「お父さんは『おめでとう』っていう感じで、お母さんは泣いていました」
電話口で母は泣いていた。4年間、待ち続けた朗報。育成4年目だったソフトバンクの緒方理貢外野手は、仲田慶介内野手、川村友斗外野手とともに、ついに支配下登録への切符を掴んだ。宮崎県出身の25歳。「キャンプとかフェニックスリーグで宮崎に行くことは結構多かったので、直接は言われていないですけど、試合も見にきてくれていた。良い報告ができたと思います」。支配下契約を報告すると、母は涙を流しながら喜んでくれた。
18日の昼過ぎ、球団の編成担当者からの電話が鳴った。まだ寝ていたという緒方は飛び起きて電話をとった。悲願だった支配下登録。電話を切ると、自室でガッツポーズして喜びを爆発させた。興奮冷めやらぬまま、すぐに両親へ報告の電話をかけた。「お父さんは『おめでとう』っていう感じで、お母さんは泣いていました」。母の涙に、緒方自身も込み上げるものがあった。
2020年の育成ドラフト5巡目で駒大から入団。大卒の育成選手ということもあり、ルーキーイヤーから危機意識は強かった。「1年1年が勝負だと思っていましたし、4年目で支配下登録されて、今は安心していますけど、本当にここからがスタートだと思っています」。一刻も早く支配下にならなければ、先は長くない。そんな思いを常に抱きながら、プロ生活を過ごしてきた。
1年目の2021年は2軍での公式戦出場もなかったが、2年目の2022年は2軍で68試合に出場。打率.259、1本塁打14打点をマークし、17盗塁でウエスタン・リーグの盗塁王にも輝いた。

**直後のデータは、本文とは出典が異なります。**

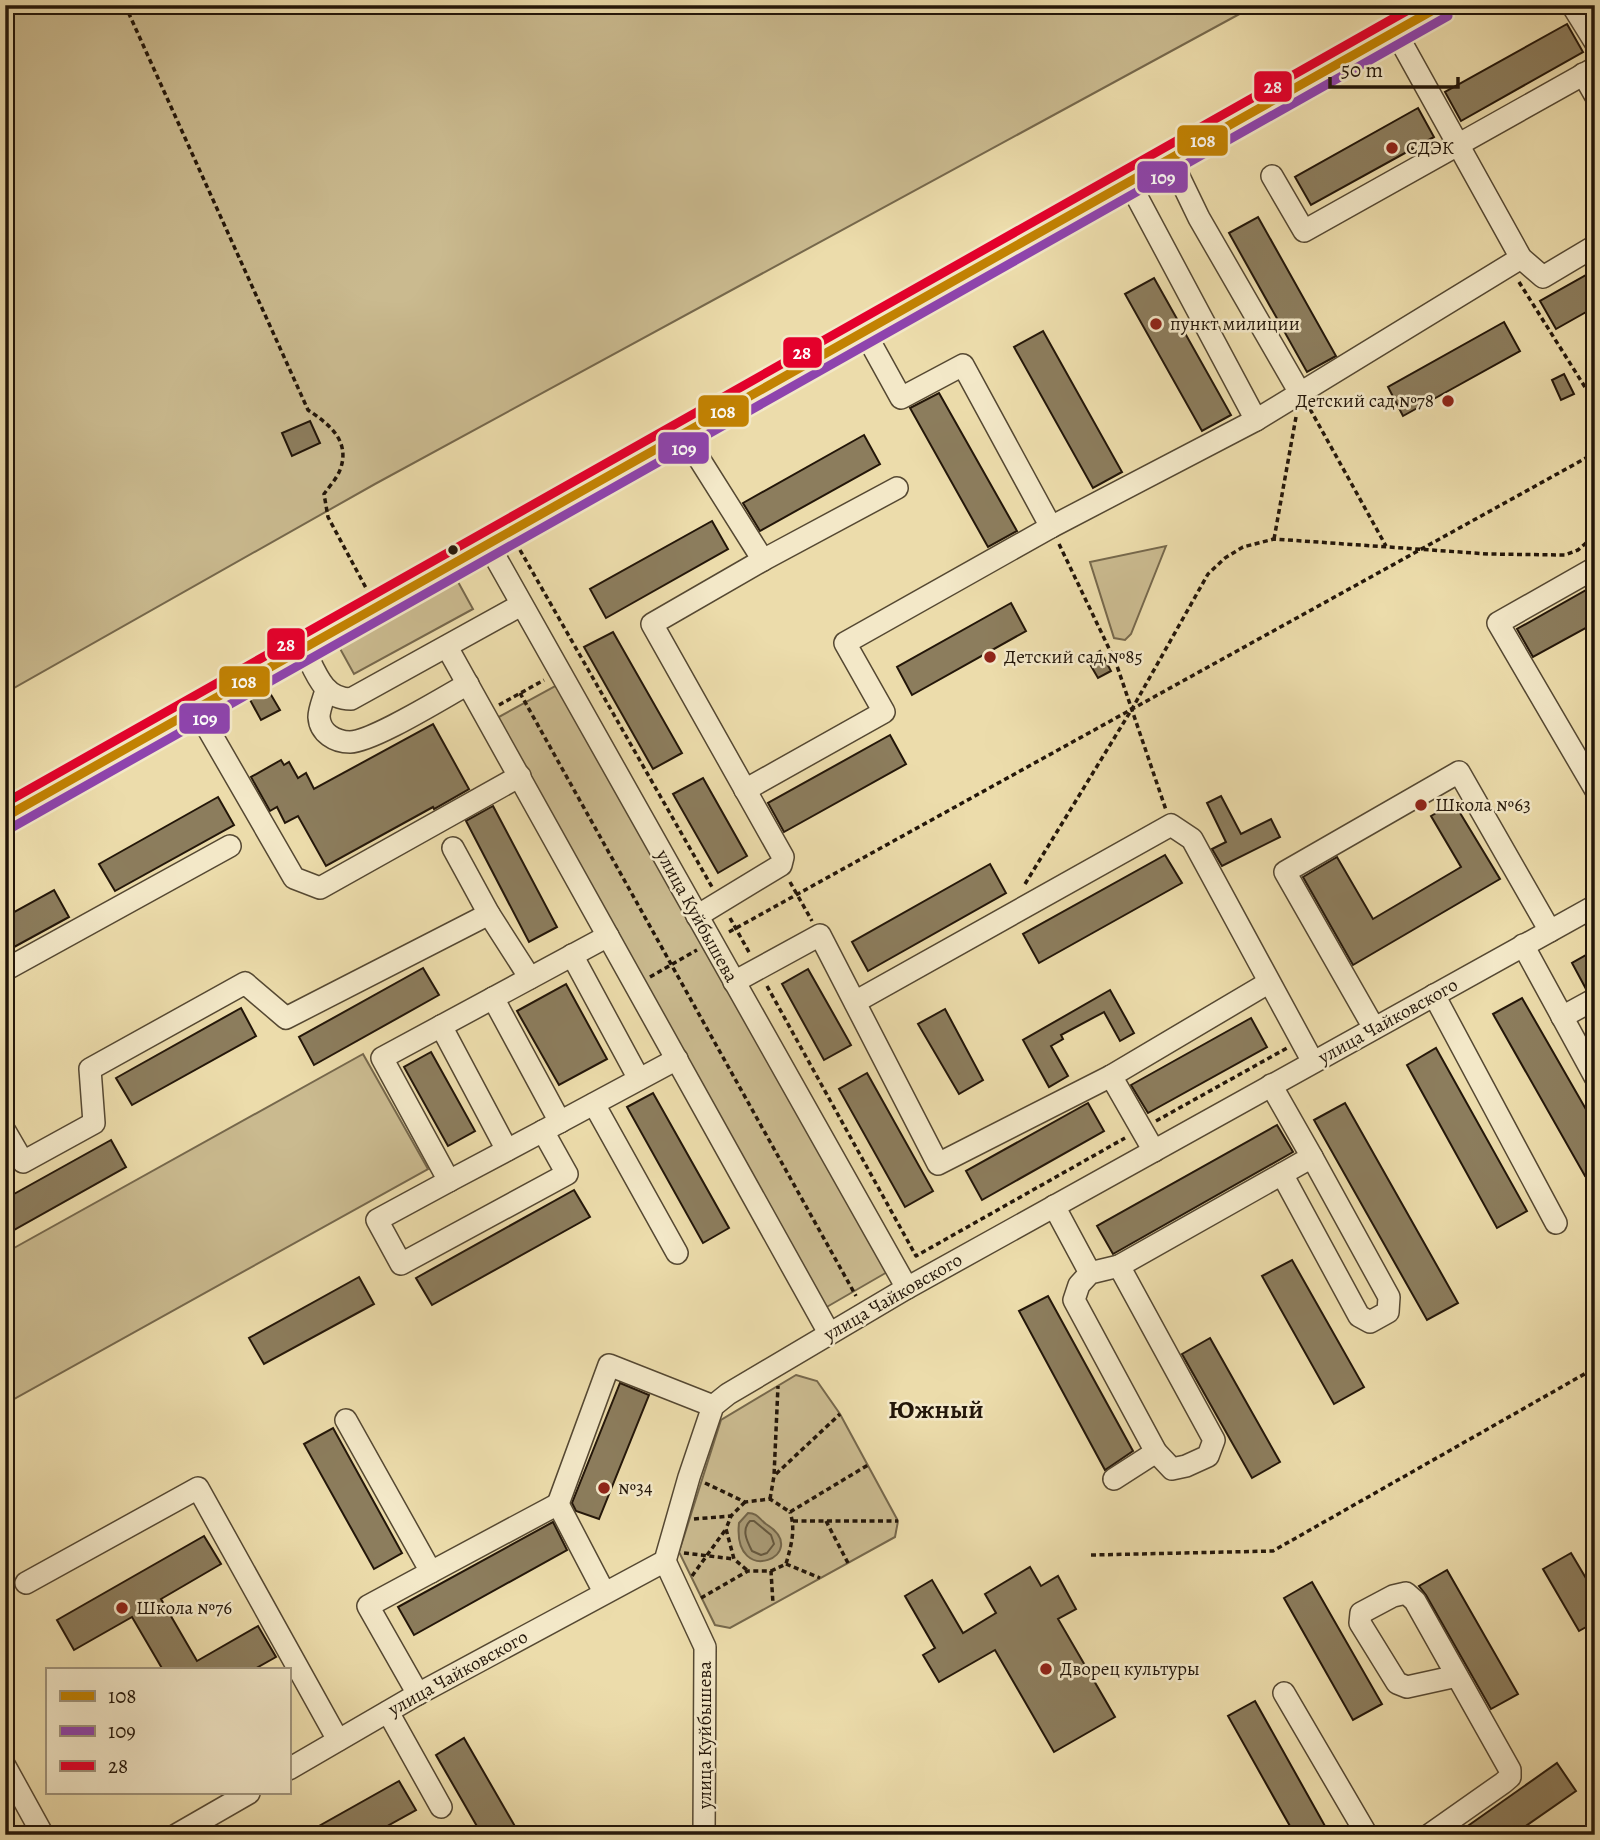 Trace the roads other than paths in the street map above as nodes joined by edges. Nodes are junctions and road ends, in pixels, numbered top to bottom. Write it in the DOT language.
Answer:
graph roads {
  1 [pos="1442,5"];
  2 [pos="1572,5"];
  3 [pos="1395,31"];
  4 [pos="1595,42"];
  5 [pos="1589,71"];
  6 [pos="1595,95"];
  7 [pos="1457,144"];
  8 [pos="1170,158"];
  9 [pos="1272,176"];
  10 [pos="1129,182"];
  11 [pos="1595,246"];
  12 [pos="1515,262"];
  13 [pos="864,331"];
  14 [pos="1300,393"];
  15 [pos="1256,420"];
  16 [pos="683,433"];
  17 [pos="897,488"];
  18 [pos="1051,527"];
  19 [pos="488,544"];
  20 [pos="763,560"];
  21 [pos="1595,568"];
  22 [pos="521,605"];
  23 [pos="303,647"];
  24 [pos="447,647"];
  25 [pos="468,684"];
  26 [pos="326,690"];
  27 [pos="196,708"];
  28 [pos="520,776"];
  29 [pos="1595,789"];
  30 [pos="746,790"];
  31 [pos="5,817"];
  32 [pos="230,846"];
  33 [pos="453,848"];
  34 [pos="1595,906"];
  35 [pos="489,914"];
  36 [pos="697,916"];
  37 [pos="1550,931"];
  38 [pos="608,936"];
  39 [pos="1523,946"];
  40 [pos="572,955"];
  41 [pos="5,970"];
  42 [pos="530,978"];
  43 [pos="734,982"];
  44 [pos="1268,983"];
  45 [pos="1434,995"];
  46 [pos="493,998"];
  47 [pos="1595,999"];
  48 [pos="855,1002"];
  49 [pos="1562,1017"];
  50 [pos="441,1026"];
  51 [pos="1374,1028"];
  52 [pos="677,1059"];
  53 [pos="1313,1062"];
  54 [pos="1111,1076"];
  55 [pos="1595,1077"];
  56 [pos="639,1079"];
  57 [pos="1271,1086"];
  58 [pos="594,1104"];
  59 [pos="552,1126"];
  60 [pos="5,1131"];
  61 [pos="507,1150"];
  62 [pos="1154,1151"];
  63 [pos="1312,1157"];
  64 [pos="14,1167"];
  65 [pos="1282,1174"];
  66 [pos="449,1181"];
  67 [pos="1054,1206"];
  68 [pos="1556,1223"];
  69 [pos="677,1253"];
  70 [pos="1119,1266"];
  71 [pos="1090,1273"];
  72 [pos="907,1288"];
  73 [pos="829,1333"];
  74 [pos="713,1406"];
  75 [pos="346,1420"];
  76 [pos="1156,1452"];
  77 [pos="1114,1479"];
  78 [pos="558,1504"];
  79 [pos="672,1556"];
  80 [pos="431,1572"];
  81 [pos="26,1583"];
  82 [pos="604,1592"];
  83 [pos="1457,1676"];
  84 [pos="1284,1693"];
  85 [pos="418,1694"];
  86 [pos="388,1712"];
  87 [pos="338,1740"];
  88 [pos="5,1766"];
  89 [pos="290,1768"];
  90 [pos="247,1794"];
  91 [pos="14,1804"];
  92 [pos="441,1807"];
  93 [pos="43,1835"];
  94 [pos="176,1835"];
  95 [pos="704,1835"];
  96 [pos="1367,1835"];
  97 [pos="1429,1835"];
  1 -- 3 [label="main road"];
  2 -- 4 [label="street"];
  3 -- 7 [label="street"];
  3 -- 8 [label="main road"];
  5 -- 6 [label="street"];
  5 -- 7 [label="street"];
  7 -- 9 [label="street"];
  7 -- 12 [label="street"];
  8 -- 10 [label="main road"];
  8 -- 14 [label="street"];
  10 -- 13 [label="main road"];
  10 -- 15 [label="street"];
  11 -- 12 [label="street"];
  12 -- 14 [label="street"];
  13 -- 16 [label="main road"];
  13 -- 18 [label="street"];
  14 -- 15 [label="street"];
  15 -- 18 [label="street"];
  16 -- 19 [label="main road"];
  16 -- 20 [label="street"];
  17 -- 20 [label="street"];
  18 -- 30 [label="street"];
  19 -- 22 [label="street, улица Куйбышева"];
  19 -- 23 [label="main road"];
  20 -- 30 [label="street"];
  21 -- 29 [label="street"];
  22 -- 24 [label="street"];
  22 -- 36 [label="street, улица Куйбышева"];
  23 -- 26 [label="street"];
  23 -- 27 [label="main road"];
  24 -- 25 [label="street"];
  24 -- 26 [label="street"];
  25 -- 26 [label="street"];
  25 -- 28 [label="street"];
  27 -- 28 [label="street"];
  27 -- 31 [label="main road"];
  28 -- 38 [label="street"];
  30 -- 36 [label="street"];
  32 -- 41 [label="street"];
  33 -- 35 [label="street"];
  34 -- 37 [label="street, улица Чайковского"];
  35 -- 42 [label="street"];
  35 -- 64 [label="street"];
  36 -- 43 [label="street, улица Куйбышева"];
  37 -- 39 [label="street, улица Чайковского"];
  37 -- 51 [label="street"];
  38 -- 40 [label="street"];
  38 -- 52 [label="street"];
  39 -- 45 [label="street, улица Чайковского"];
  39 -- 49 [label="street"];
  40 -- 42 [label="street"];
  40 -- 56 [label="street"];
  42 -- 46 [label="street"];
  43 -- 48 [label="street"];
  43 -- 72 [label="street, улица Куйбышева"];
  44 -- 48 [label="street"];
  44 -- 53 [label="street"];
  44 -- 54 [label="street"];
  45 -- 51 [label="street, улица Чайковского"];
  45 -- 68 [label="street"];
  46 -- 50 [label="street"];
  46 -- 59 [label="street"];
  47 -- 49 [label="street"];
  48 -- 54 [label="street"];
  49 -- 55 [label="street"];
  50 -- 61 [label="street"];
  50 -- 66 [label="street"];
  51 -- 53 [label="street, улица Чайковского"];
  52 -- 56 [label="street"];
  52 -- 73 [label="street"];
  53 -- 57 [label="street, улица Чайковского"];
  54 -- 62 [label="street"];
  56 -- 58 [label="street"];
  57 -- 62 [label="street, улица Чайковского"];
  57 -- 63 [label="street"];
  58 -- 59 [label="street"];
  58 -- 69 [label="street"];
  59 -- 61 [label="street"];
  59 -- 66 [label="street"];
  60 -- 64 [label="street"];
  61 -- 66 [label="street"];
  62 -- 67 [label="street, улица Чайковского"];
  63 -- 65 [label="street"];
  63 -- 65 [label="street"];
  65 -- 70 [label="street"];
  67 -- 71 [label="street"];
  67 -- 72 [label="street, улица Чайковского"];
  70 -- 71 [label="street"];
  70 -- 76 [label="street"];
  71 -- 76 [label="street"];
  72 -- 73 [label="street, улица Чайковского"];
  73 -- 74 [label="street, улица Чайковского"];
  74 -- 78 [label="street"];
  74 -- 79 [label="street"];
  75 -- 80 [label="street"];
  76 -- 77 [label="street"];
  78 -- 80 [label="street"];
  78 -- 82 [label="street"];
  79 -- 82 [label="street, улица Чайковского"];
  79 -- 95 [label="street, улица Куйбышева"];
  80 -- 85 [label="street"];
  81 -- 87 [label="street"];
  82 -- 85 [label="street, улица Чайковского"];
  83 -- 83 [label="street"];
  83 -- 97 [label="street"];
  84 -- 96 [label="street"];
  85 -- 86 [label="street, улица Чайковского"];
  86 -- 87 [label="street, улица Чайковского"];
  86 -- 92 [label="street"];
  87 -- 89 [label="street, улица Чайковского"];
  88 -- 91 [label="street"];
  90 -- 94 [label="street"];
  91 -- 93 [label="street"];
} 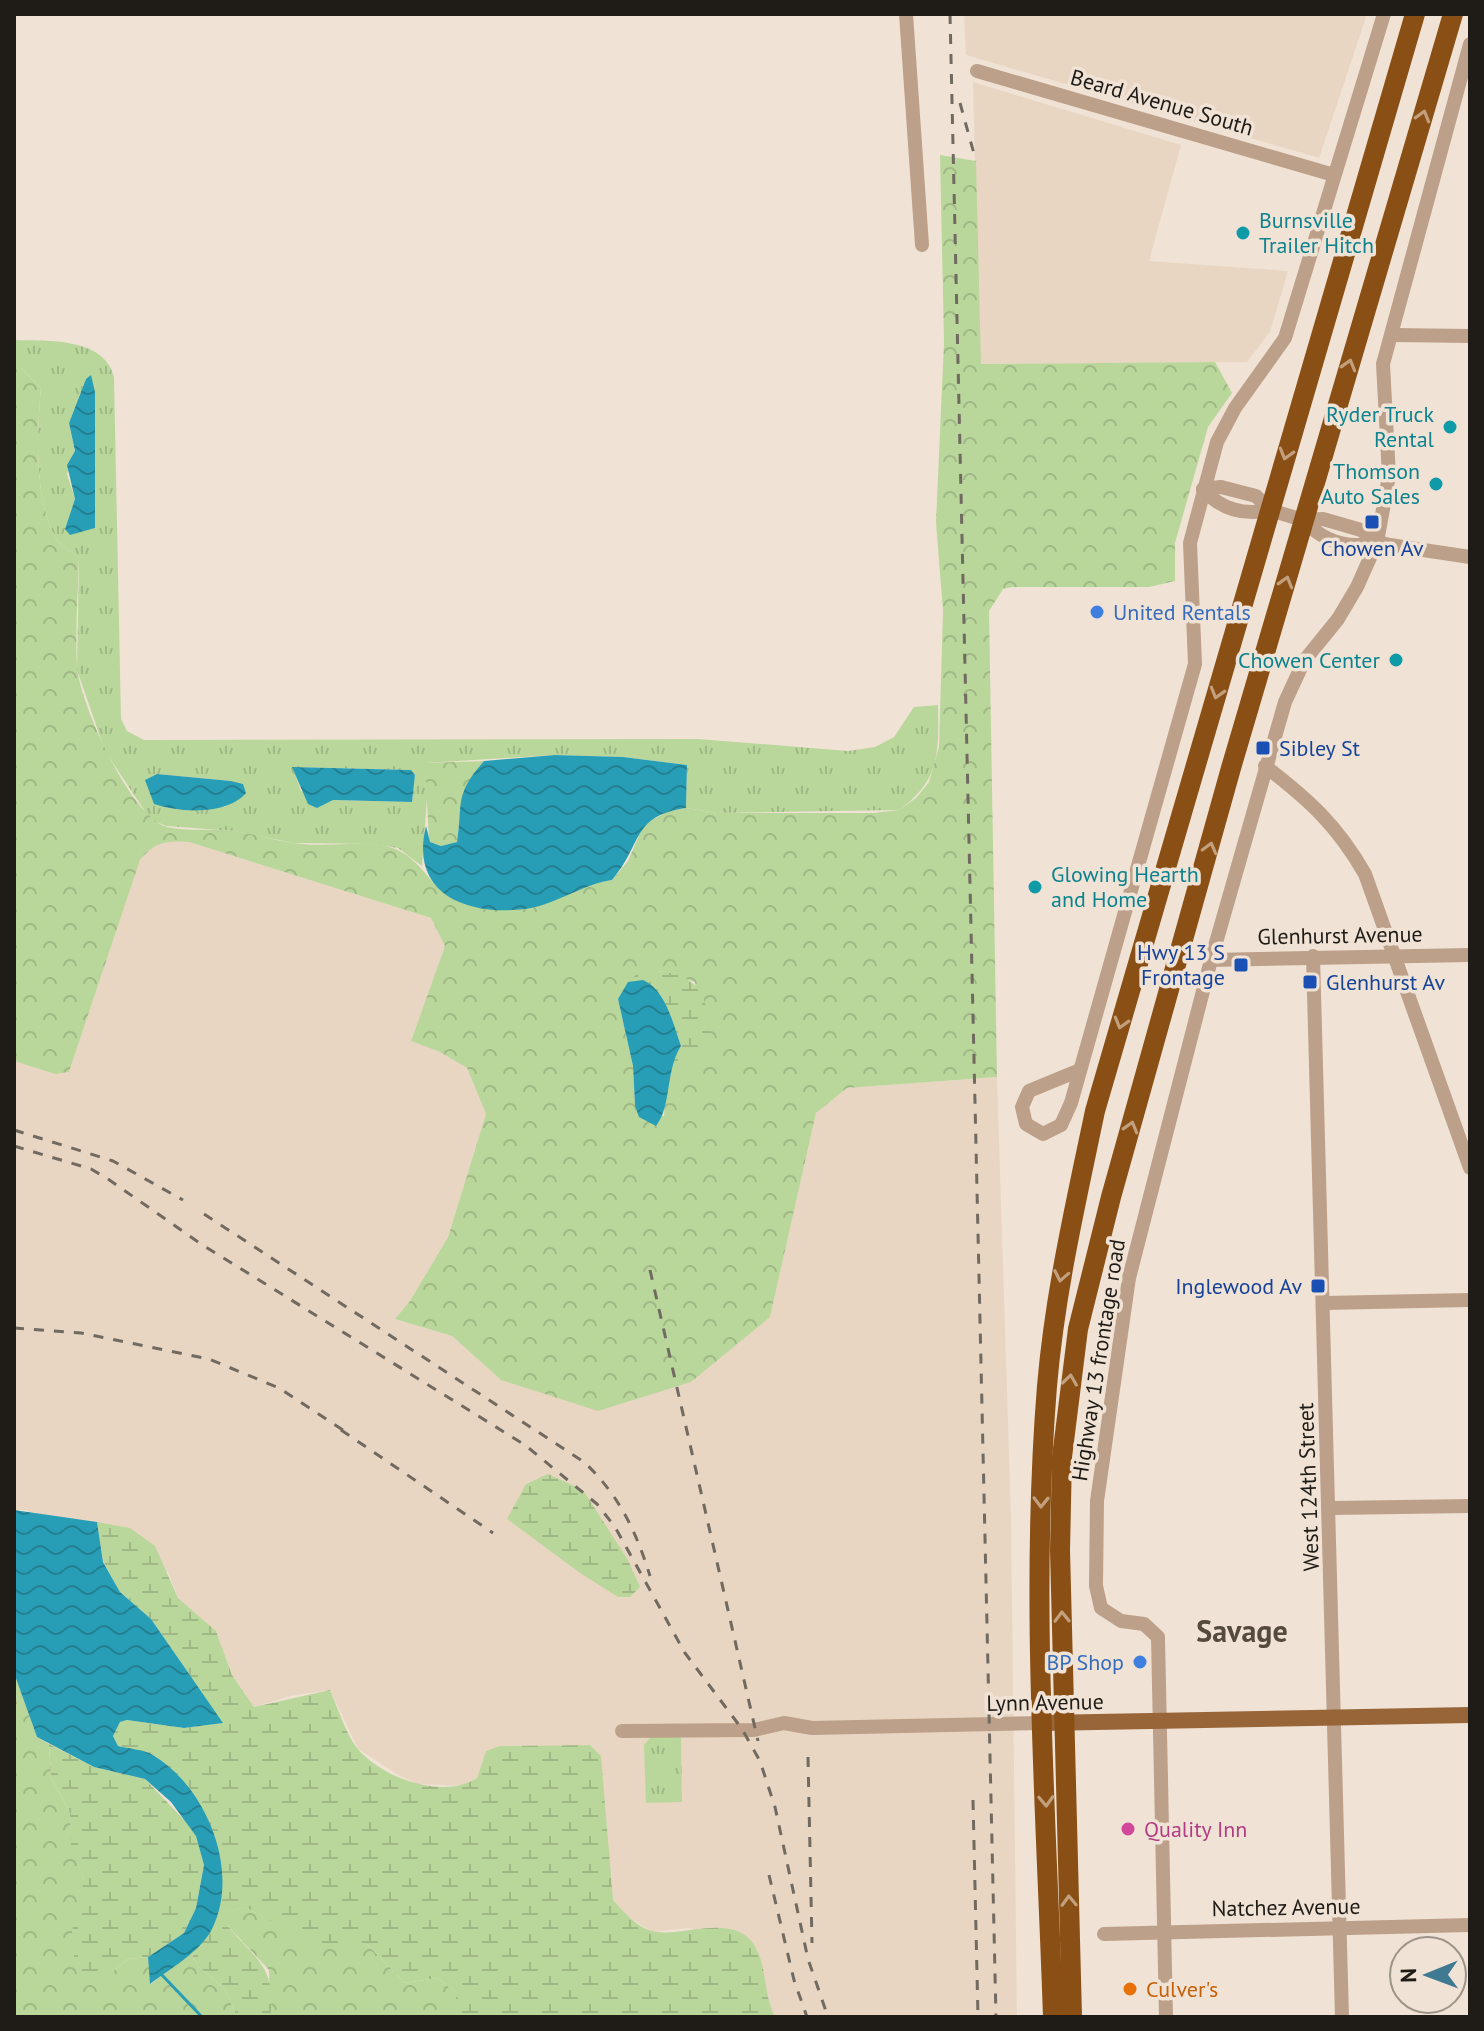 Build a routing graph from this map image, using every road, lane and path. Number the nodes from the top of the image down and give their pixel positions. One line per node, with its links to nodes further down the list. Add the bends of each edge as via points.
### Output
1 (906, 14): 8 (street)
2 (1384, 14): 7 (street)
3 (1415, 14): 12 (highway, one-way to 12)
4 (1453, 14): 13 (highway, one-way to 4)
5 (1470, 44): 9 (street)
6 (977, 71): 7 (street, Beard Avenue South)
7 (1334, 175): 11 (street, via 1285,338 1235,408 1217,442)
8 (922, 245)
9 (1392, 335): 10 (street); 14 (street, via 1383,364 1389,476)
10 (1470, 336)
11 (1203, 489): 12 (street, via 1216,504 1252,514); 21 (street, via 1190,543 1195,664)
12 (1270, 510): 13 (street); 30 (highway, one-way to 30, via 1095,1111 1059,1284 1042,1457)
13 (1303, 520): 14 (street, via 1318,536 1357,547); 30 (highway, one-way to 13, via 1062,1457 1078,1329)
14 (1377, 542): 15 (street); 16 (street, via 1338,619 1304,661)
15 (1470, 557)
16 (1265, 766): 17 (street, via 1316,806 1345,839 1365,874); 20 (street)
17 (1394, 955): 18 (street, Glenhurst Avenue); 19 (street, Glenhurst Avenue); 22 (street)
18 (1470, 955)
19 (1313, 956): 20 (street, Glenhurst Avenue); 24 (street, West 124th Street)
20 (1211, 960): 29 (street, Highway 13 frontage road, via 1129,1278 1097,1501 1096,1586 1101,1608 1158,1635)
21 (1080, 1070): 21 (street, via 1029,1091 1022,1107 1026,1124 1043,1134 1061,1125)
22 (1470, 1168)
23 (1470, 1300): 24 (street)
24 (1324, 1303): 26 (street, West 124th Street)
25 (1470, 1506): 26 (street)
26 (1331, 1508): 28 (street, West 124th Street)
27 (1470, 1715): 28 (main road, Lynn Avenue)
28 (1336, 1718): 29 (main road, Lynn Avenue); 33 (street, West 124th Street)
29 (1160, 1722): 30 (main road, Lynn Avenue); 34 (street)
30 (1054, 1723): 31 (street, Lynn Avenue, via 812,1728 784,1723 759,1729); 36 (highway, one-way to 36); 37 (highway, one-way to 30)
31 (622, 1731)
32 (1470, 1925): 33 (street, Natchez Avenue)
33 (1339, 1928): 34 (street, Natchez Avenue); 39 (street, West 124th Street)
34 (1165, 1932): 35 (street, Natchez Avenue); 38 (street)
35 (1104, 1934)
36 (1053, 2017)
37 (1072, 2017)
38 (1166, 2017)
39 (1342, 2017)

「自分的にも2年目である程度数字を残せて、いけるかなと思った」。自信を深めて挑んだ勝負の3年目。オフに一旦、自動的に自由契約になる節目の年に、支配下昇格への勝負をかけたものの、そんな自分への期待は脆くも崩れた。
迎えた2023年、緒方はウエスタン・リーグで50試合の出場に止まった。打撃の状態はなかなか上向かず、打率は.140と低空飛行。前年は17個を数えた盗塁も4個に終わった。「去年が一番苦しかったですね。正直、自分自身にガッカリしました。やろうとしたことが自分の中でできなかったというか、2年目に少し結果が出て、自分のスタイルを崩してしまったところが大きいかなと思います」。オフを迎えるにあたって、ある程度、“覚悟”もあった。
「去年で終わりかな、と思っていたところで、もう1年、契約してもらえた」。育成3年目が終わるタイミング。自分の中では戦力外通告を受けることも覚悟していたという。そんな中で、球団から提示された4年目の契約。ラストチャンスのつもりで、2024年を迎えた。
育成選手として過ごした3年間は辛く、苦しいものだった。何度も壁にぶち当たり、その度に心を折らせることなく這い上がってきた。「めげそうになったことは何回もありますけど、本当に自分が腐って終わるのは簡単なこと。それだけは絶対にしたくないと思っていました」。心に誓っていた“絶対に腐らない”という決意。先輩たちの言葉がそれを支えた。
昨年、そして今年のオフと緒方は牧原大成内野手の自主トレに参加した。同じ育成選手から支配下、そして侍ジャパンへと駆け上がった大先輩だ。厳しい言葉も投げかけられたこともある牧原大から数々の助言、心構えを聞いた。「牧原さん始め、いろんな先輩方に優しい言葉も、もっと頑張れという言葉もいただいて、それが大きかったと思います」。そんな先輩たちの言葉が、心の支えだった。
新たな背番号は「57」に決まった。これまで3桁の背番号を「恥ずかしい」と語っていた緒方、仲田、川村の3人。ようやく2桁になった背番号を見た緒方は「(3桁目の)『1』がないなって思いました。初めて2桁を自分が背負って、やっぱり嬉しいですし、またこれから頑張ろうと思いました」と率直な思いを口にした。ようやく立ったスタートライン。プロ野球選手としての勝負はここから始まる。